Diese ganze Sache ist seither ein verdammter PR-Albtraum. Miranda hat eine Woche lang schlaflose Nächte damit verbracht, Unterlassungsaufforderungen an verschiedene Websites zu senden, damit das Material dort gelöscht wird. Ein endloser Kampf. Wenn eine Website das Video runternimmt, taucht es auf einer anderen auf. Trotzdem sind es jetzt weniger als damals, als das alles anfing.
Ich wünschte nur, ich wäre nicht so unvorsichtig gewesen.
"Es ist bedauerlich", sage ich und lächle mit großer Anstrengung weiter, "aber in Wirklichkeit war es ein Unfall. Wenn Sie uns jetzt bitte aus dem Weg gehen würden, ich muss ..."

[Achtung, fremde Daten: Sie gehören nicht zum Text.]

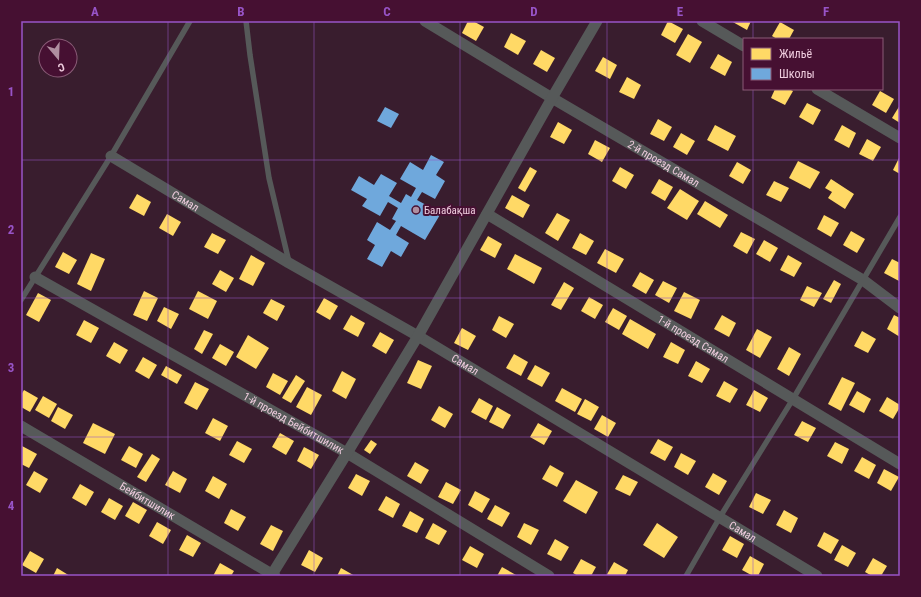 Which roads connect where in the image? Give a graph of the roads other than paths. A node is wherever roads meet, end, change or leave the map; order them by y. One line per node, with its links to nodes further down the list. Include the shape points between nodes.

"Was sagt Ihre Mutter dazu, dass Sie sich vor Millionen von Menschen entblößen?", hakt der Typ von vorhin nach und grinst mich frech an.
Miranda zuckt neben mir zusammen, als ich mit den Zähnen knirsche und meinen Zorn kaum noch zurückhalten kann.
"Bist du verdammt noch mal taub? Ich habe gerade gesagt, dass es ein Unfall war!" Miranda wird sauer sein, dass ich meine Coolness verloren habe, aber ich kann diesen Scheiß nicht mehr ertragen. "Nun, wenn niemand eine Frage hat, die tatsächlich mit meinem Spiel zu tun hat, dann verschwendet nicht meine verdammte Zeit!"
"Okay, das reicht jetzt! Keine weiteren Fragen mehr!", ruft Miranda, nimmt mich am Arm und zieht mich zum Ausgang. "Verdammt, Gavin, das musste nicht sein! Dieser Ausschnitt wird überall in den Abendnachrichten auftauchen."
Sie hat Recht. Ich wusste es in der Sekunde, als ich es aussprach. Aber das werde ich nicht zugeben. Ich bin momentan zu sauer dazu.
Wir erreichen die Tür am Ende der Halle, ich trete sie praktisch auf und murmle: "Na und? Versetz dich in meine Lage, und sag mir, dass du nicht so reagiert hättest!"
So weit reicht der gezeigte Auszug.